To me, authenticity in my faith means I only want what is authentically right and true and God's will. If it isn't God's will, I don't want it to be my desire. If he didn't say it or condone it, then I have no need for it.
Of course, I'm not perfect, so I don't always enact this. And I'm also fallible, so what I think is right isn't always, and I am always learning and changing and growing. Yet, I find as a grow closer and closer to God, that this yearning for his complete and perfect will only grows.
I think it all started when I decided to read the entire Bible. A task I had never thought to accomplish, but one that helped me to solidify my theology and peel away layers of incorrect assumptions I had long kept. I was left at the end with a firmer grasp on my faith, to be certain, but also with a deep desire to learn more about what was still unclear to me.
Now, I am in a place where I am picking apart everything. Cultural beliefs about God, things I've learned from trusted teachers and friends, denominational differences, all of it is coming under the lens of scrutiny. More often than not, I find nothing wrong with the things I believed to be the truth, but sometimes I find scripture that contradicts something I didn't expect, and I have to reform my beliefs to match that of my Lord. It's a long process, and one that I know will take my whole life to complete, but it's worth it to know that I will come out of this looking more like Jesus.

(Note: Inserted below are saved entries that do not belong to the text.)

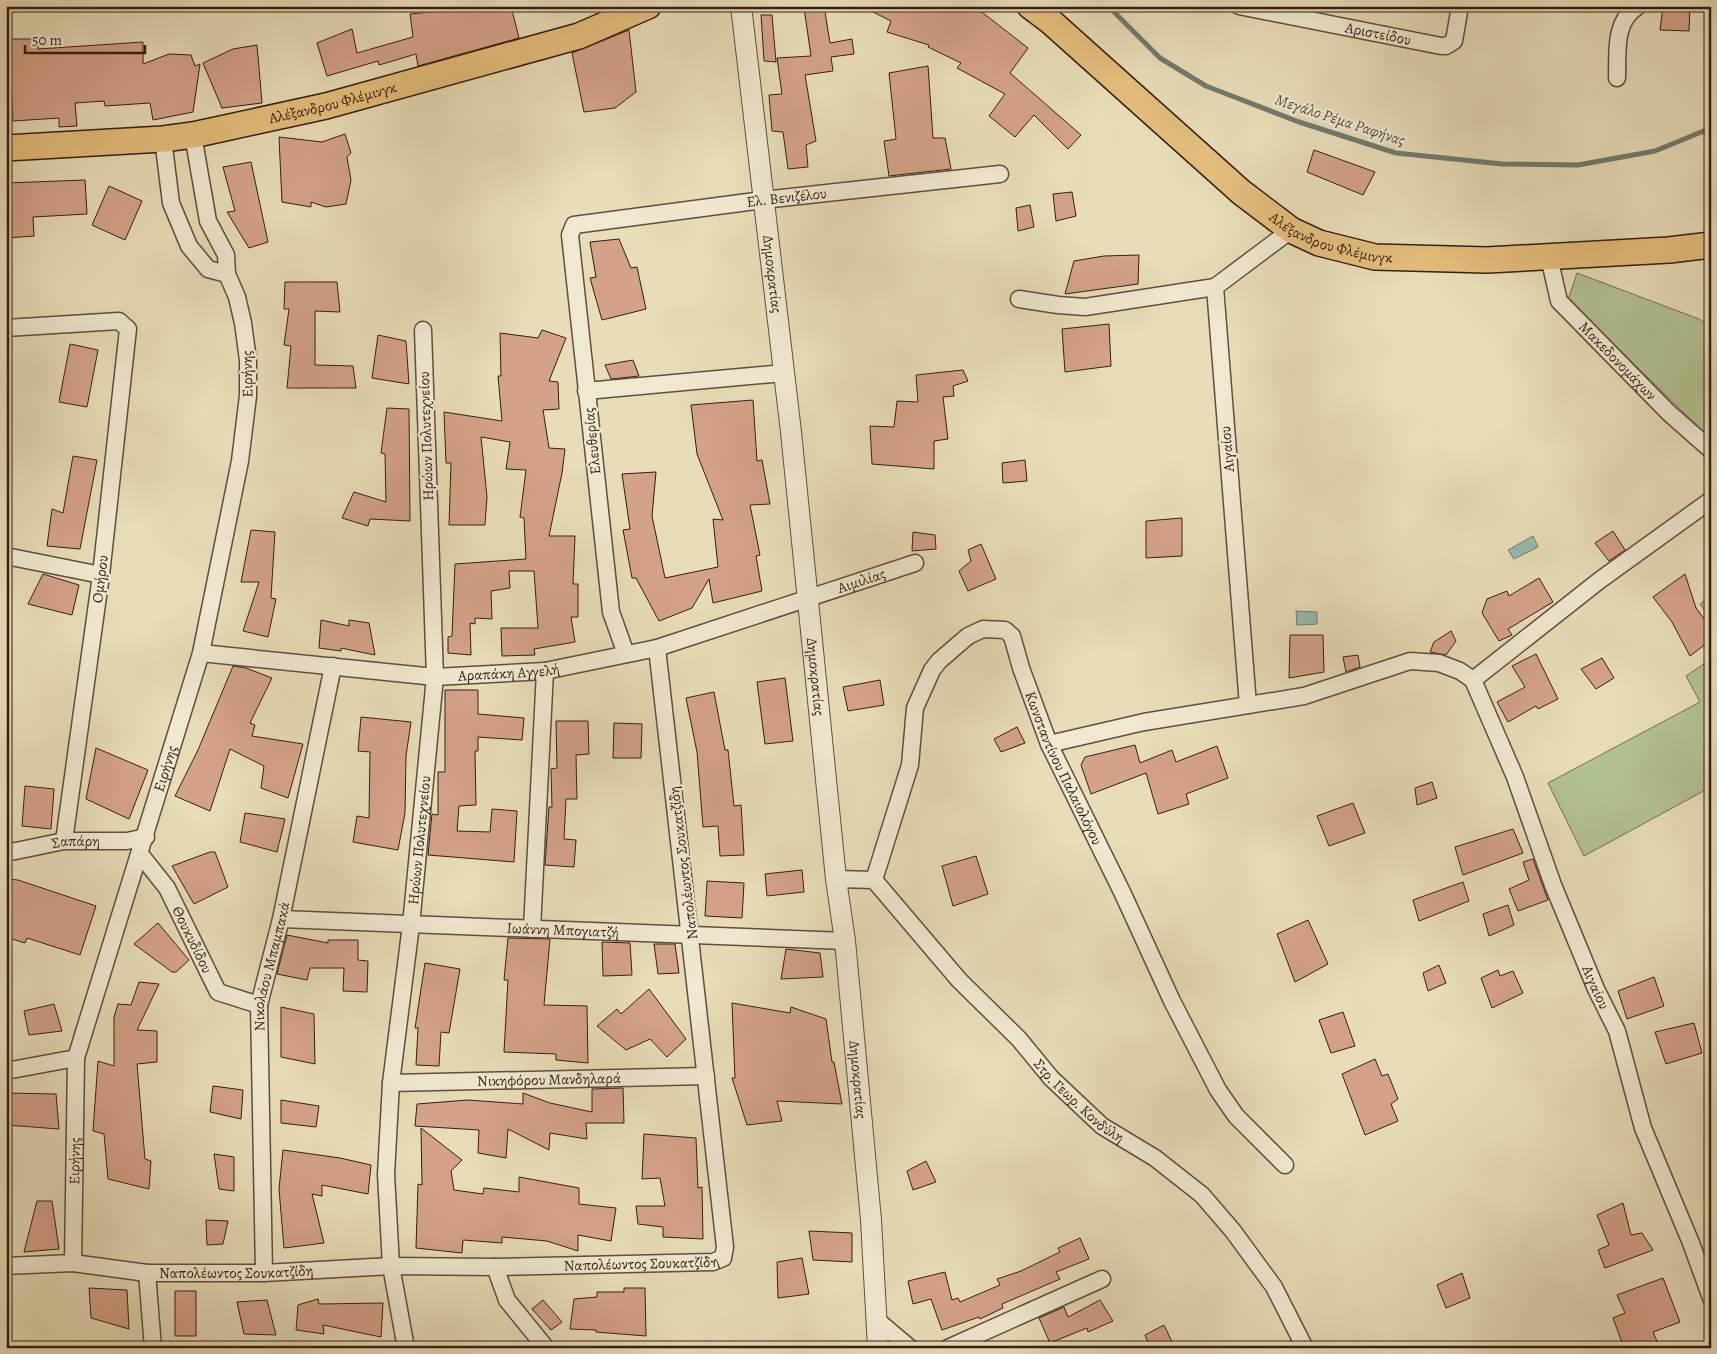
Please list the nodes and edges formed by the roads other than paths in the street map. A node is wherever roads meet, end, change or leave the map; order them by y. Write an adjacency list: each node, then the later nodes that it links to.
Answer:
1 (648, 6): 8 (main road, Αλέξανδρου Φλέμινγκ)
2 (741, 6): 12 (street, Δημοκρατίας)
3 (1030, 6): 14 (main road, Αλέξανδρου Φλέμινγκ)
4 (1239, 6): 5 (street, Αριστείδου)
5 (1460, 6)
6 (1638, 6): 7 (street)
7 (1617, 78)
8 (193, 135): 9 (main road, Αλέξανδρου Φλέμινγκ); 17 (street, Ειρήνης)
9 (163, 139): 10 (main road, Αλέξανδρου Φλέμινγκ); 17 (street)
10 (6, 148)
11 (1000, 174): 12 (street, Ελ. Βενιζέλου)
12 (763, 200): 13 (street, Ελ. Βενιζέλου); 22 (street, Δημοκρατίας)
13 (574, 225): 23 (street, Ελευθερίας)
14 (1291, 230): 16 (main road, Αλέξανδρου Φλέμινγκ); 18 (street)
15 (1711, 245): 16 (main road, Αλέξανδρου Φλέμινγκ)
16 (1549, 257): 24 (street, Μακεδονομάχων)
17 (227, 274): 31 (street, Ειρήνης)
18 (1215, 287): 19 (street); 37 (street, Αιγαίου)
19 (1019, 299)
20 (6, 328): 28 (street, Ομήρου)
21 (423, 330): 35 (street, Ηρώων Πολυτεχνείου)
22 (784, 373): 23 (street); 29 (street, Δημοκρατίας)
23 (586, 391): 32 (street, Ελευθερίας)
24 (1711, 450)
25 (1711, 500): 36 (street)
26 (6, 556): 28 (street)
27 (915, 564): 29 (street, Αιμιλίας)
28 (101, 575): 40 (street, Ομήρου)
29 (808, 600): 30 (street, Αραπάκη Αγγελή); 43 (street, Δημοκρατίας)
30 (657, 648): 32 (street, Αραπάκη Αγγελή); 48 (street, Ναπολέωντος Σουκατζίδη)
31 (201, 653): 33 (street, Αραπάκη Αγγελή); 39 (street, Ειρήνης)
32 (626, 654): 34 (street, Αραπάκη Αγγελή)
33 (333, 666): 35 (street, Αραπάκη Αγγελή); 45 (street, Νικολάου Μπαμπακά)
34 (545, 671): 35 (street, Αραπάκη Αγγελή); 47 (street)
35 (434, 677): 46 (street, Ηρώων Πολυτεχνείου)
36 (1473, 680): 37 (street); 63 (street, Αιγαίου)
37 (1248, 706): 38 (street)
38 (1049, 744): 44 (street, Κωνσταντίνου Παλαιολόγου); 55 (street, Κωνσταντίνου Παλαιολόγου)
39 (146, 837): 40 (street, Σαπάρη); 42 (street, Ειρήνης)
40 (64, 841): 41 (street, Σαπάρη)
41 (6, 853)
42 (140, 854): 50 (street, Θουκυδίδου); 51 (street, Ειρήνης)
43 (836, 879): 44 (street); 49 (street, Δημοκρατίας)
44 (874, 880): 71 (street, Στρ. Γεωρ. Κονδύλη)
45 (281, 920): 46 (street, Ιωάννη Μπογιατζή); 50 (street, Νικολάου Μπαμπακά)
46 (411, 925): 47 (street, Ιωάννη Μπογιατζή); 54 (street, Ηρώων Πολυτεχνείου)
47 (532, 929): 48 (street, Ιωάννη Μπογιατζή)
48 (691, 935): 49 (street, Ιωάννη Μπογιατζή); 53 (street, Ναπολέωντος Σουκατζίδη)
49 (845, 941): 64 (street, Δημοκρατίας)
50 (259, 1005): 61 (street, Νικολάου Μπαμπακά)
51 (76, 1058): 52 (street); 56 (street, Ειρήνης)
52 (6, 1070)
53 (706, 1076): 54 (street, Νικηφόρου Μανδηλαρά); 59 (street, Ναπολέωντος Σουκατζίδη)
54 (391, 1083): 58 (street, Ηρώων Πολυτεχνείου)
55 (1285, 1165)
56 (74, 1263): 57 (street, Ναπολέωντος Σουκατζίδη); 60 (street, Ναπολέωντος Σουκατζίδη)
57 (6, 1266)
58 (391, 1266): 59 (street, Ναπολέωντος Σουκατζίδη); 61 (street, Ναπολέωντος Σουκατζίδη); 66 (street, Ηρώων Πολυτεχνείου)
59 (495, 1267): 67 (street)
60 (147, 1273): 61 (street, Ναπολέωντος Σουκατζίδη); 65 (street)
61 (264, 1273)
62 (1102, 1279): 70 (street)
63 (1711, 1298)
64 (878, 1320): 68 (street, Δημοκρατίας); 69 (street)
65 (152, 1348)
66 (406, 1348)
67 (546, 1348)
68 (878, 1348)
69 (910, 1348)
70 (948, 1348)
71 (1305, 1348)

Unfortunately, I don't see many people around me with the same desires, and it can be disheartening. I have so many dear friends and family members whom I love, and whom I know do love Jesus, but whom just aren't willing or maybe ready to take the next step in their faith. I also see so many people who had strong walks with Christ abandoning their beliefs to accept a worldly version of Jesus, diluting him down to something that fits their narrative, their needs, their wants. And that breaks my heart more than anything.

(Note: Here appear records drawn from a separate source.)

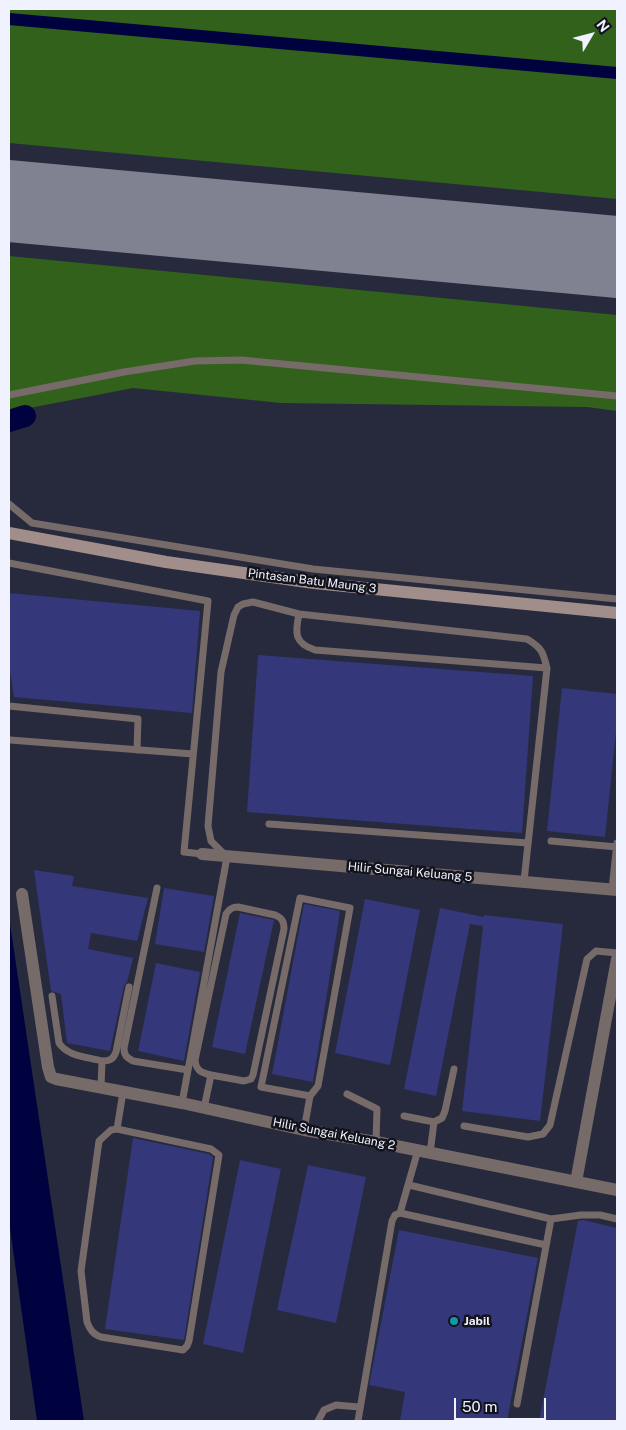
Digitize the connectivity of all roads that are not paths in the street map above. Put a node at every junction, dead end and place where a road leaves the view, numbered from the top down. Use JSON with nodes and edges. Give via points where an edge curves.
{"nodes":[{"id":1,"x":9,"y":395,"type":"edge"},
{"id":2,"x":617,"y":396,"type":"edge"},
{"id":3,"x":9,"y":504,"type":"edge"},
{"id":4,"x":9,"y":533,"type":"edge"},
{"id":5,"x":9,"y":563,"type":"edge"},
{"id":6,"x":617,"y":599,"type":"edge"},
{"id":7,"x":617,"y":613,"type":"edge"},
{"id":8,"x":299,"y":614,"type":"junction"},
{"id":9,"x":547,"y":668,"type":"junction"},
{"id":10,"x":9,"y":706,"type":"edge"},
{"id":11,"x":10,"y":740,"type":"dead end"},
{"id":12,"x":137,"y":750,"type":"junction"},
{"id":13,"x":194,"y":754,"type":"junction"},
{"id":14,"x":269,"y":824,"type":"dead end"},
{"id":15,"x":551,"y":841,"type":"dead end"},
{"id":16,"x":528,"y":843,"type":"junction"},
{"id":17,"x":617,"y":843,"type":"edge"},
{"id":18,"x":617,"y":847,"type":"edge"},
{"id":19,"x":202,"y":854,"type":"joint"},
{"id":20,"x":228,"y":857,"type":"junction"},
{"id":21,"x":524,"y":881,"type":"junction"},
{"id":22,"x":157,"y":888,"type":"dead end"},
{"id":23,"x":615,"y":890,"type":"edge"},
{"id":24,"x":22,"y":894,"type":"dead end"},
{"id":25,"x":617,"y":953,"type":"edge"},
{"id":26,"x":617,"y":959,"type":"edge"},
{"id":27,"x":128,"y":986,"type":"dead end"},
{"id":28,"x":52,"y":996,"type":"dead end"},
{"id":29,"x":613,"y":1010,"type":"edge"},
{"id":30,"x":102,"y":1061,"type":"junction"},
{"id":31,"x":454,"y":1069,"type":"dead end"},
{"id":32,"x":188,"y":1070,"type":"junction"},
{"id":33,"x":211,"y":1076,"type":"junction"},
{"id":34,"x":101,"y":1087,"type":"junction"},
{"id":35,"x":122,"y":1092,"type":"junction"},
{"id":36,"x":347,"y":1094,"type":"dead end"},
{"id":37,"x":310,"y":1096,"type":"junction"},
{"id":38,"x":182,"y":1103,"type":"junction"},
{"id":39,"x":204,"y":1108,"type":"junction"},
{"id":40,"x":404,"y":1116,"type":"dead end"},
{"id":41,"x":434,"y":1122,"type":"junction"},
{"id":42,"x":464,"y":1126,"type":"dead end"},
{"id":43,"x":118,"y":1129,"type":"junction"},
{"id":44,"x":304,"y":1130,"type":"junction"},
{"id":45,"x":376,"y":1142,"type":"junction"},
{"id":46,"x":424,"y":1152,"type":"junction"},
{"id":47,"x":576,"y":1182,"type":"junction"},
{"id":48,"x":409,"y":1184,"type":"junction"},
{"id":49,"x":617,"y":1190,"type":"edge"},
{"id":50,"x":400,"y":1213,"type":"junction"},
{"id":51,"x":551,"y":1219,"type":"junction"},
{"id":52,"x":617,"y":1219,"type":"edge"},
{"id":53,"x":546,"y":1246,"type":"junction"},
{"id":54,"x":517,"y":1404,"type":"dead end"},
{"id":55,"x":360,"y":1407,"type":"junction"},
{"id":56,"x":318,"y":1421,"type":"edge"},
{"id":57,"x":358,"y":1421,"type":"edge"}],
"edges":[{"from":1,"to":2,"type":"lane","via":[[195,361],[241,360]]},
{"from":3,"to":6,"type":"lane","via":[[32,524],[304,568]]},
{"from":4,"to":7,"type":"street","name":"Pintasan Batu Maung 3","via":[[166,562],[314,582]]},
{"from":5,"to":13,"type":"lane","via":[[208,601]]},
{"from":8,"to":9,"type":"lane","via":[[527,639],[543,652]]},
{"from":8,"to":9,"type":"lane","via":[[298,638],[315,650]]},
{"from":8,"to":20,"type":"lane","via":[[253,602],[238,607],[234,615],[221,672],[208,826],[211,840]]},
{"from":9,"to":16,"type":"lane"},
{"from":10,"to":12,"type":"lane","via":[[138,719]]},
{"from":11,"to":12,"type":"lane"},
{"from":12,"to":13,"type":"lane"},
{"from":13,"to":19,"type":"lane","via":[[184,852]]},
{"from":14,"to":16,"type":"lane"},
{"from":15,"to":18,"type":"lane"},
{"from":16,"to":21,"type":"lane"},
{"from":17,"to":18,"type":"lane"},
{"from":18,"to":23,"type":"lane"},
{"from":19,"to":20,"type":"street","name":"Hilir Sungai Keluang 5"},
{"from":20,"to":21,"type":"street","name":"Hilir Sungai Keluang 5"},
{"from":20,"to":32,"type":"lane"},
{"from":21,"to":23,"type":"street","name":"Hilir Sungai Keluang 5"},
{"from":22,"to":32,"type":"lane","via":[[124,1053],[132,1061]]},
{"from":24,"to":34,"type":"street","name":"Hilir Sungai Keluang 2","via":[[52,1077]]},
{"from":25,"to":42,"type":"lane","via":[[596,951],[587,959],[550,1125],[543,1134],[528,1137]]},
{"from":26,"to":29,"type":"street"},
{"from":27,"to":30,"type":"lane","via":[[116,1052],[110,1060]]},
{"from":28,"to":30,"type":"lane","via":[[59,1043],[63,1050]]},
{"from":29,"to":47,"type":"street"},
{"from":30,"to":34,"type":"lane"},
{"from":31,"to":41,"type":"lane","via":[[445,1111],[442,1118]]},
{"from":32,"to":38,"type":"lane"},
{"from":33,"to":33,"type":"lane","via":[[244,1081],[254,1075],[284,928],[281,918],[276,915],[238,907],[233,907],[226,914],[196,1060],[199,1071]]},
{"from":33,"to":39,"type":"lane"},
{"from":34,"to":35,"type":"street","name":"Hilir Sungai Keluang 2"},
{"from":35,"to":38,"type":"street","name":"Hilir Sungai Keluang 2"},
{"from":35,"to":43,"type":"lane"},
{"from":36,"to":45,"type":"lane","via":[[377,1109]]},
{"from":37,"to":37,"type":"lane","via":[[261,1087],[300,898],[350,908],[318,1086]]},
{"from":37,"to":44,"type":"lane"},
{"from":38,"to":39,"type":"street","name":"Hilir Sungai Keluang 2"},
{"from":39,"to":44,"type":"street","name":"Hilir Sungai Keluang 2"},
{"from":40,"to":41,"type":"lane"},
{"from":41,"to":46,"type":"lane"},
{"from":43,"to":43,"type":"lane","via":[[211,1149],[219,1155],[190,1341],[183,1350],[101,1337],[89,1329],[81,1271],[99,1141],[110,1130]]},
{"from":44,"to":45,"type":"street","name":"Hilir Sungai Keluang 2"},
{"from":45,"to":46,"type":"street","name":"Hilir Sungai Keluang 2"},
{"from":46,"to":47,"type":"street","name":"Hilir Sungai Keluang 2"},
{"from":46,"to":48,"type":"lane"},
{"from":47,"to":49,"type":"street","name":"Hilir Sungai Keluang 2"},
{"from":48,"to":50,"type":"lane"},
{"from":48,"to":51,"type":"lane"},
{"from":50,"to":53,"type":"lane"},
{"from":50,"to":55,"type":"lane","via":[[392,1220]]},
{"from":51,"to":52,"type":"lane","via":[[581,1215]]},
{"from":51,"to":53,"type":"lane"},
{"from":53,"to":54,"type":"lane"},
{"from":55,"to":56,"type":"lane","via":[[336,1405],[324,1410]]},
{"from":55,"to":57,"type":"lane"}]}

It's one thing to have denominational differences or rib issues (versus spine issues as my mother always says) or to be simply immature in your faith and waiting for God to move. It's another to craft an image of God that is contrary to his word, simply because it suits you.
To me, I have come to a place where if God's word doesn't say it explicitly, or if it doesn't fall in line with the whole of scripture, I don't want it. Even if it seems harmless, even if it isn't considered "bad". If it is not of God, I don't want it.
I pray that for others, this becomes your heart's cry too. Learn, read, find out more about what the Lord says, learn about your church's traditions, learn about the history of the church, learn about your family, examine why you know what you know and who told it to you. And back all of this with scripture. Chances are, you'll be surprised at what things you find. You probably won't come out the same.
Recently, a friend shared a song with me. It's definitely not my jam on a musical standpoint, but the lyrics hold a deep truth that I think is so important. "I don’t want it if You’re not in it. I just want You, God."
Lord, let the cry of our hearts be for you. Let us desire what you desire only, let us know you for who you are, not who we want you to be. Let us tear away all of the things of this world, no matter how precious they are to us, and leave us only with what we know is of you. You are the only thing that matters, you are the reason for being. In the name of your precious son Jesus, Amen.